The provider will look at the occupational status of the applicant before considering motor trade insurance. There are various dimensions to this status including whether you are on a part time basis or whether you work full time. There will be considerations of whether you work from home or are in effect a mobile employee. The type of work that you do might require that you get additional coverage or you pay a high premium in order to cover the risks that are associated with the policy.

  1. Looking at the case of part time entrepreneurs: Many people have additional occupations and then ride the garage on the side. They might even be employing people to represent them for half the day. These details will form part of the negotiation for the motor trade insurance policy. In most cases the provider is very flexible and they are happy to assist the applicant in any way possible. For this to happen, honesty and openness will be required. The terms and conditions will probably include references to the work status of the applicant. It is at this point that the issues will be discussed.
  2. Business people that work from home: If you have converted part of your home for the garage business, you need to inform the motor trade insurance provider so that they can give you the right quotation to cover the risks that are associated with the business. Working from home is not the same as having a separate business premises. This information will come to light on the application form and might have some implications for your home insurance policy.
  3. Luxury and specialist dealers: If you deal with luxury or high performance vehicles, then your motor trade insurance premium will reflect the additional risk. Do not use the policy for standard vehicles to cover the luxury cars. The provider has to have a clear understanding of the risks that they are taking on. They will not do an initial investigation unless you are attempting to make a claim or there is something that is glaringly wrong with your application. There are specialist providers that do not really mind whether you are dealing in high risk vehicles.

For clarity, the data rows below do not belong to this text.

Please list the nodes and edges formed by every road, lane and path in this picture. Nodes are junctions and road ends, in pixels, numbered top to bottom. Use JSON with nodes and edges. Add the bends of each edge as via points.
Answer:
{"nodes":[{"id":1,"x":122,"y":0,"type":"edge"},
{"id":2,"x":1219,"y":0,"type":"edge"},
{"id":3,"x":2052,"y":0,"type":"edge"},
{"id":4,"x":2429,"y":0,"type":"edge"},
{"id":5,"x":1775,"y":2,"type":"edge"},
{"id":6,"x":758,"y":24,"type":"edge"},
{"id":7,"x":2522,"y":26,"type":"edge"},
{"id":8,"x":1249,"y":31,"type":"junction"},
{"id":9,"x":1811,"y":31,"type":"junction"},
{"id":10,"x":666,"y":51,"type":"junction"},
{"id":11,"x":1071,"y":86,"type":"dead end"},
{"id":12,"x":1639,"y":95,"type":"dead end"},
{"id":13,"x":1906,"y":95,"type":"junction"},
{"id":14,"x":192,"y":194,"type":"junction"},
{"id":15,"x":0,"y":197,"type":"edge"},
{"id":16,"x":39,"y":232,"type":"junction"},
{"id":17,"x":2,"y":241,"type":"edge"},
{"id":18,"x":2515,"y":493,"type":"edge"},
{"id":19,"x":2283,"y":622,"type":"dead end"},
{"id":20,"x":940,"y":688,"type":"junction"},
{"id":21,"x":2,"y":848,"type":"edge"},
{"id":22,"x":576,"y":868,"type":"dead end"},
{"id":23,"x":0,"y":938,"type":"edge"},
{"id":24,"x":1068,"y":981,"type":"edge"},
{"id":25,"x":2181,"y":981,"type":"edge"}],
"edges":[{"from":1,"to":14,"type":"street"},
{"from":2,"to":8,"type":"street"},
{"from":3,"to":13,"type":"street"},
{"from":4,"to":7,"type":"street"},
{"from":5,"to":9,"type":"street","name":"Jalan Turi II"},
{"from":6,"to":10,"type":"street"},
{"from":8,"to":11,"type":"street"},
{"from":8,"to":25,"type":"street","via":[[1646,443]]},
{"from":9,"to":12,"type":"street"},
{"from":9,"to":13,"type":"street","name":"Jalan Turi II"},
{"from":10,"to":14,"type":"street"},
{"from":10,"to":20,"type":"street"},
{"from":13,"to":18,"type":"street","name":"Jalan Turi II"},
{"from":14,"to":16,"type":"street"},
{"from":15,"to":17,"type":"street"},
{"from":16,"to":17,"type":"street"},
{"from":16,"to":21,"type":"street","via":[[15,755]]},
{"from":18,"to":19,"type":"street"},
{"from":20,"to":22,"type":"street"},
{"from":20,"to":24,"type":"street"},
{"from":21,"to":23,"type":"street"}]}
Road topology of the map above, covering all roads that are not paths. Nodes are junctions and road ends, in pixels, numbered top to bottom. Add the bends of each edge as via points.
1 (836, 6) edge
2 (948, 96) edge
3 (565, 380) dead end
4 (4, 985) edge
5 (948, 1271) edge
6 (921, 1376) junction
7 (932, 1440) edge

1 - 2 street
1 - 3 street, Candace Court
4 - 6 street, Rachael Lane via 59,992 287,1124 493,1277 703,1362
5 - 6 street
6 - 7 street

  4. Salvaging and other risky business: There are certain business activities which are considered to be of a high risk. You should be prepared to be an additional sum on the premium for the motor trade insurance policy just because of the perceived risk that they bring to the table. In all probability the provider will ask you to state the business that you are working in during the application process. This will enable them to consult the sliding scale of charges so that they can protect their investment from sundry claims. On the other hand there are some activities which are considered to be of a low risk. In those circumstances you will get a discount on the insurance policy if you are working in these industries.
  5. Previous history with similar insurance policies: If you have had motor trade insurance before, the current provider will look at your claims history. This information is readily available from the previous provider. In fact it might be part of the application process that you need to go through. Make sure that you are providing accurate information as you deal with the processes. With the right information you will be able to secure coverage for your vehicles across the range of activities that you participate in. There are “No Claims Discount” or NCD schemes for motor trade insurance if you can prove that you have been a careful driver all along.